When the pump does break down completely, the locals travel to the neighbouring village of Burgeregt where residents face similar challenges with water.
Alongside one of the sandy streets, a large green water tank rests on a pile of bricks and sand, leaning slightly against a tree trunk.
“These things are useless. We call them our flowers because they are just decorating our village, nothing else,” Setjie’s voice rises in irritation as he points to the empty tank.
There are four similar tanks in the village. Some are broken after being without water for a long time. Residents say the municipality is supposed to service the tanks every week, but they haven’t been to the village in over three weeks. And when the truck does come, the water provided is not enough for the village of about 400 residents.
Another shiny metal tank towers above the rocky donkey cart path. Setjie was part of a team employed to erect the tank. He doesn’t remember the year but says it was long ago. It has never had water. Broken water pipes leading to the tank protrude from the dry ground.

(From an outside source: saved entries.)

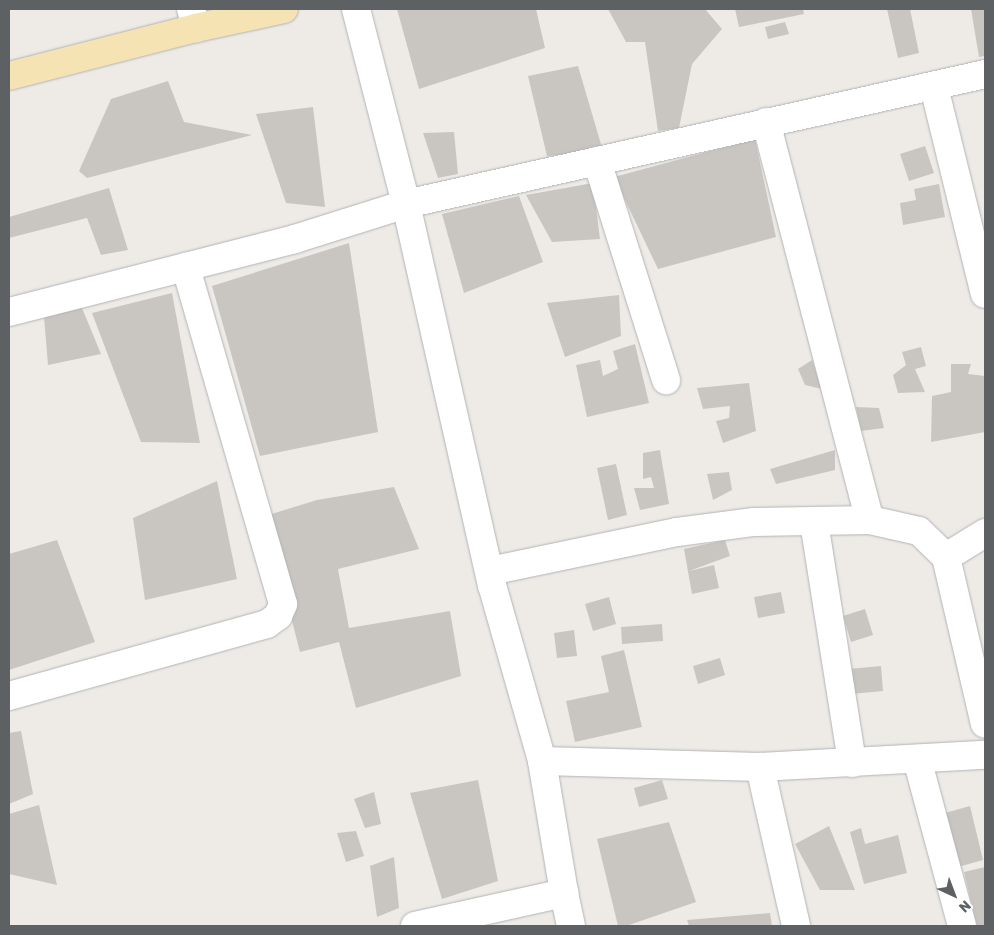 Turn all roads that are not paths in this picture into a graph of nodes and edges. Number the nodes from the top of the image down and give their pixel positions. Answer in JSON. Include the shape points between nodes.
{"nodes":[{"id":1,"x":284,"y":9,"type":"edge"},
{"id":2,"x":356,"y":9,"type":"edge"},
{"id":3,"x":194,"y":18,"type":"edge"},
{"id":4,"x":985,"y":74,"type":"edge"},
{"id":5,"x":9,"y":76,"type":"edge"},
{"id":6,"x":934,"y":87,"type":"junction"},
{"id":7,"x":766,"y":122,"type":"junction"},
{"id":8,"x":597,"y":161,"type":"junction"},
{"id":9,"x":406,"y":204,"type":"junction"},
{"id":10,"x":186,"y":267,"type":"junction"},
{"id":11,"x":985,"y":294,"type":"edge"},
{"id":12,"x":9,"y":312,"type":"edge"},
{"id":13,"x":666,"y":380,"type":"dead end"},
{"id":14,"x":870,"y":520,"type":"junction"},
{"id":15,"x":814,"y":522,"type":"junction"},
{"id":16,"x":985,"y":533,"type":"edge"},
{"id":17,"x":946,"y":558,"type":"junction"},
{"id":18,"x":490,"y":571,"type":"junction"},
{"id":19,"x":9,"y":696,"type":"edge"},
{"id":20,"x":985,"y":724,"type":"edge"},
{"id":21,"x":985,"y":755,"type":"edge"},
{"id":22,"x":917,"y":759,"type":"junction"},
{"id":23,"x":542,"y":761,"type":"junction"},
{"id":24,"x":852,"y":763,"type":"junction"},
{"id":25,"x":760,"y":767,"type":"junction"},
{"id":26,"x":564,"y":893,"type":"junction"},
{"id":27,"x":415,"y":926,"type":"edge"},
{"id":28,"x":572,"y":926,"type":"edge"},
{"id":29,"x":796,"y":926,"type":"edge"},
{"id":30,"x":962,"y":926,"type":"edge"}],
"edges":[{"from":1,"to":3,"type":"main road"},
{"from":2,"to":9,"type":"street"},
{"from":3,"to":5,"type":"main road"},
{"from":4,"to":6,"type":"street"},
{"from":6,"to":7,"type":"street"},
{"from":6,"to":11,"type":"street"},
{"from":7,"to":8,"type":"street"},
{"from":7,"to":14,"type":"street"},
{"from":8,"to":9,"type":"street"},
{"from":8,"to":13,"type":"street"},
{"from":9,"to":10,"type":"street","via":[[295,239]]},
{"from":9,"to":18,"type":"street"},
{"from":10,"to":12,"type":"street"},
{"from":10,"to":19,"type":"street","via":[[283,604],[278,616],[266,624]]},
{"from":14,"to":15,"type":"street"},
{"from":14,"to":17,"type":"street","via":[[919,532]]},
{"from":15,"to":18,"type":"street","via":[[754,522],[677,532]]},
{"from":15,"to":24,"type":"street"},
{"from":16,"to":17,"type":"street"},
{"from":17,"to":20,"type":"street"},
{"from":18,"to":23,"type":"street"},
{"from":21,"to":22,"type":"street"},
{"from":22,"to":24,"type":"street"},
{"from":22,"to":30,"type":"street"},
{"from":23,"to":25,"type":"street"},
{"from":23,"to":26,"type":"street"},
{"from":24,"to":25,"type":"street"},
{"from":25,"to":29,"type":"street"},
{"from":26,"to":27,"type":"street"},
{"from":26,"to":28,"type":"street"}]} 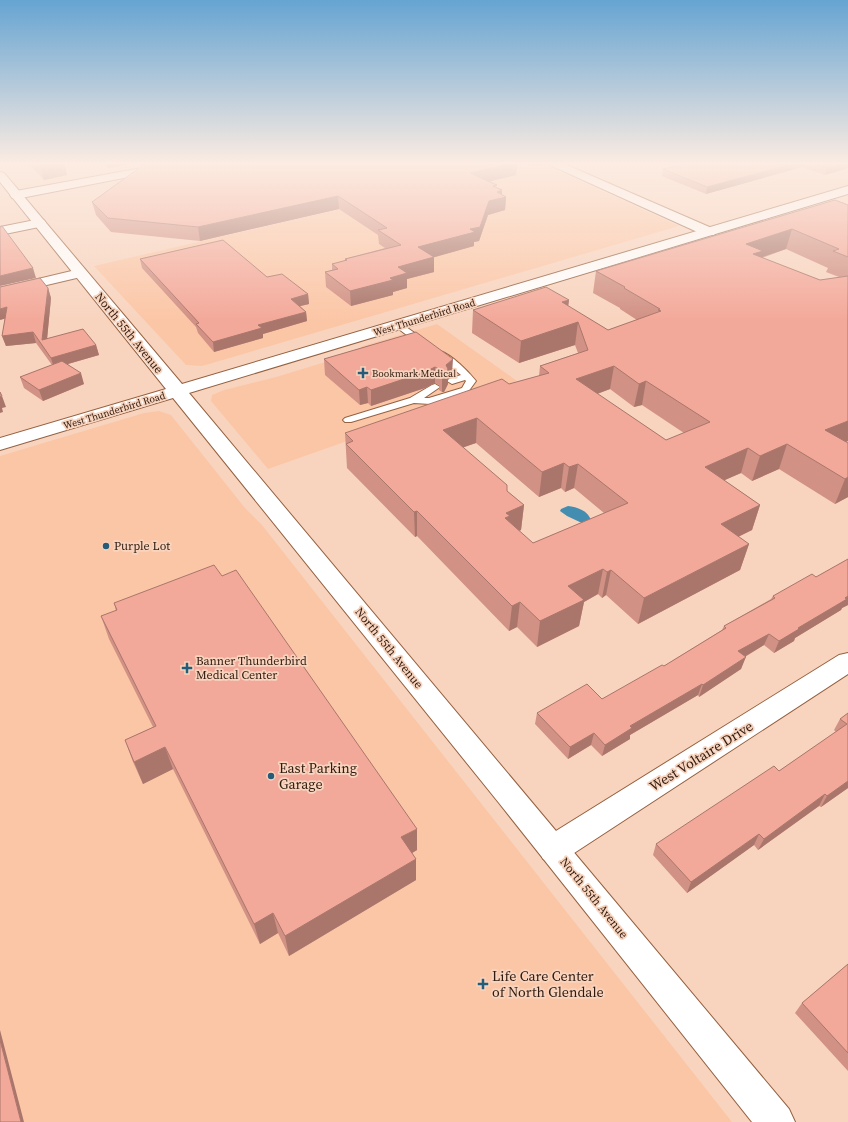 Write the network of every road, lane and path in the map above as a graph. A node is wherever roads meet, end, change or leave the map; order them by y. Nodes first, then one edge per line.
1 (33, 215) edge
2 (672, 215) edge
3 (764, 215) edge
4 (40, 223) junction
5 (0, 231) edge
6 (709, 232) junction
7 (80, 273) junction
8 (0, 292) edge
9 (399, 324) junction
10 (467, 376) junction
11 (454, 382) dead end
12 (435, 389) dead end
13 (177, 391) junction
14 (413, 400) junction
15 (348, 420) dead end
16 (0, 444) edge
17 (848, 662) edge
18 (554, 849) junction
19 (776, 1122) edge

1 - 4 street, North 55th Avenue
2 - 6 street
3 - 6 street, West Thunderbird Road
4 - 5 street
4 - 7 street, North 55th Avenue
6 - 9 street, West Thunderbird Road
7 - 8 street
7 - 13 street, North 55th Avenue
9 - 10 lane
9 - 13 street, West Thunderbird Road
10 - 11 lane
10 - 14 lane
12 - 14 lane
13 - 16 street, West Thunderbird Road
13 - 18 street, North 55th Avenue
14 - 15 lane
17 - 18 street, West Voltaire Drive
18 - 19 street, North 55th Avenue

Last year, as the water woes in the village worsened, villagers contributed R150 a household and hired earthmoving machinery to build a catchment wall in a seasonal stream that flows through the village.
But the dam has dried up. The villagers have had to send their cattle to pastures far away in the Blouberg, and only manage to check up on them once a week. Some have lost cattle to predators. The herds return to the village during the summer rainy season.
Setjie says some families have relocated because of the persistent water shortages. But for many, the roots are too deep to just get up and go.
“We can’t leave this place. Our old people are lying here. They are buried here. A lot of people have left because of the water problem. But we are refusing to leave because we can’t leave our ancestors. Also, if you move because of water, who knows what challenges you are going to encounter in your new home?”
Setloking falls under the Blouberg municipality which is part of the Capricorn district municipality. In his budget speech for the 2019/20 financial year, Capricorn district municipality mayor John Mpe said a Medium Term Revenue and Expenditure Framework (MTREF) budget of R168-million was put aside for water projects in Blouberg in the previous financial year.
He said they would use R213.1-million for MTREF to establish water projects to benefit 4,872 households.
In its draft 2020/21 Integrated Development Planning (IDP) and budget, the municipality identified water and sanitation as one of its key areas for development. The district municipality says the Blouberg local municipality has the highest percentage of people living in poverty, using the upper poverty line definition, with a total of 79.1%.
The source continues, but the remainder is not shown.